The lines from the one containing "thumb ip: (554, 327)" to the end of the entries, both included, are what you need to transcribe exactly, without pictures and without anything else.

— RECORDS —
------
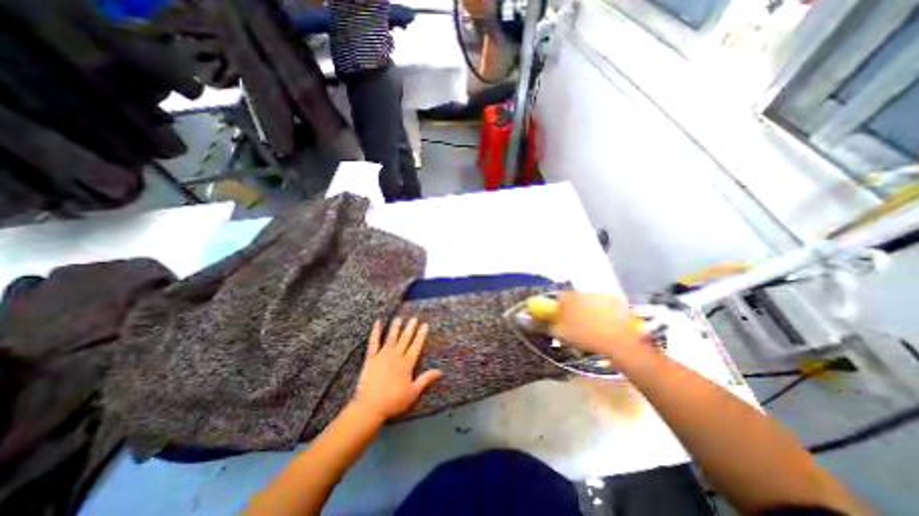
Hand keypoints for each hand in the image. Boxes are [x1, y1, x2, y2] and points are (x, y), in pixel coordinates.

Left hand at [353, 316, 441, 421]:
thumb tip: (440, 371)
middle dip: (410, 328)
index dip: (421, 335)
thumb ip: (426, 379)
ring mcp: (383, 355)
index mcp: (407, 364)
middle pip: (405, 339)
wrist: (370, 406)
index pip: (416, 346)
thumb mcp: (413, 392)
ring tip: (399, 318)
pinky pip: (373, 342)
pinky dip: (375, 332)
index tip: (425, 325)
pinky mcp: (371, 358)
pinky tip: (377, 323)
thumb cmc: (394, 401)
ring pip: (391, 338)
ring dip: (396, 327)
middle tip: (414, 318)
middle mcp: (396, 356)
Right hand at [551, 291, 644, 360]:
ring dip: (590, 307)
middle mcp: (583, 292)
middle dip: (576, 307)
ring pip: (591, 299)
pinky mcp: (615, 299)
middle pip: (576, 297)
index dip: (559, 307)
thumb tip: (553, 324)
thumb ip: (554, 327)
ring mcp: (600, 294)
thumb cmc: (586, 335)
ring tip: (594, 323)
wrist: (618, 338)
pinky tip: (607, 322)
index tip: (561, 317)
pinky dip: (605, 309)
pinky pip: (606, 303)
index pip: (559, 298)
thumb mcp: (563, 334)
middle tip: (578, 321)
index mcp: (569, 298)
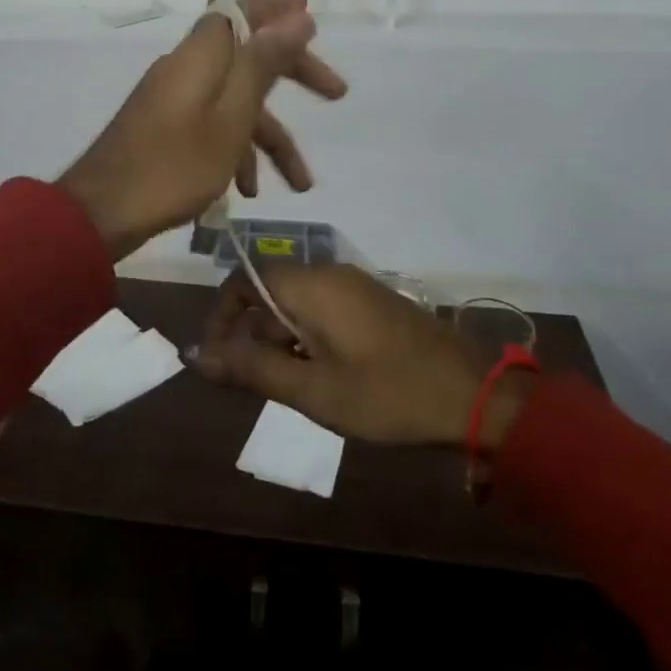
------
— ANSWER BELOW —
thumb ip: (554, 327)
ring mcp: (600, 294)
thumb cmc: (586, 335)
ring tip: (594, 323)
wrist: (618, 338)
pinky tip: (607, 322)
index tip: (561, 317)
pinky dip: (605, 309)
pinky pip: (606, 303)
index pip: (559, 298)
thumb mcp: (563, 334)
middle tip: (578, 321)
index mcp: (569, 298)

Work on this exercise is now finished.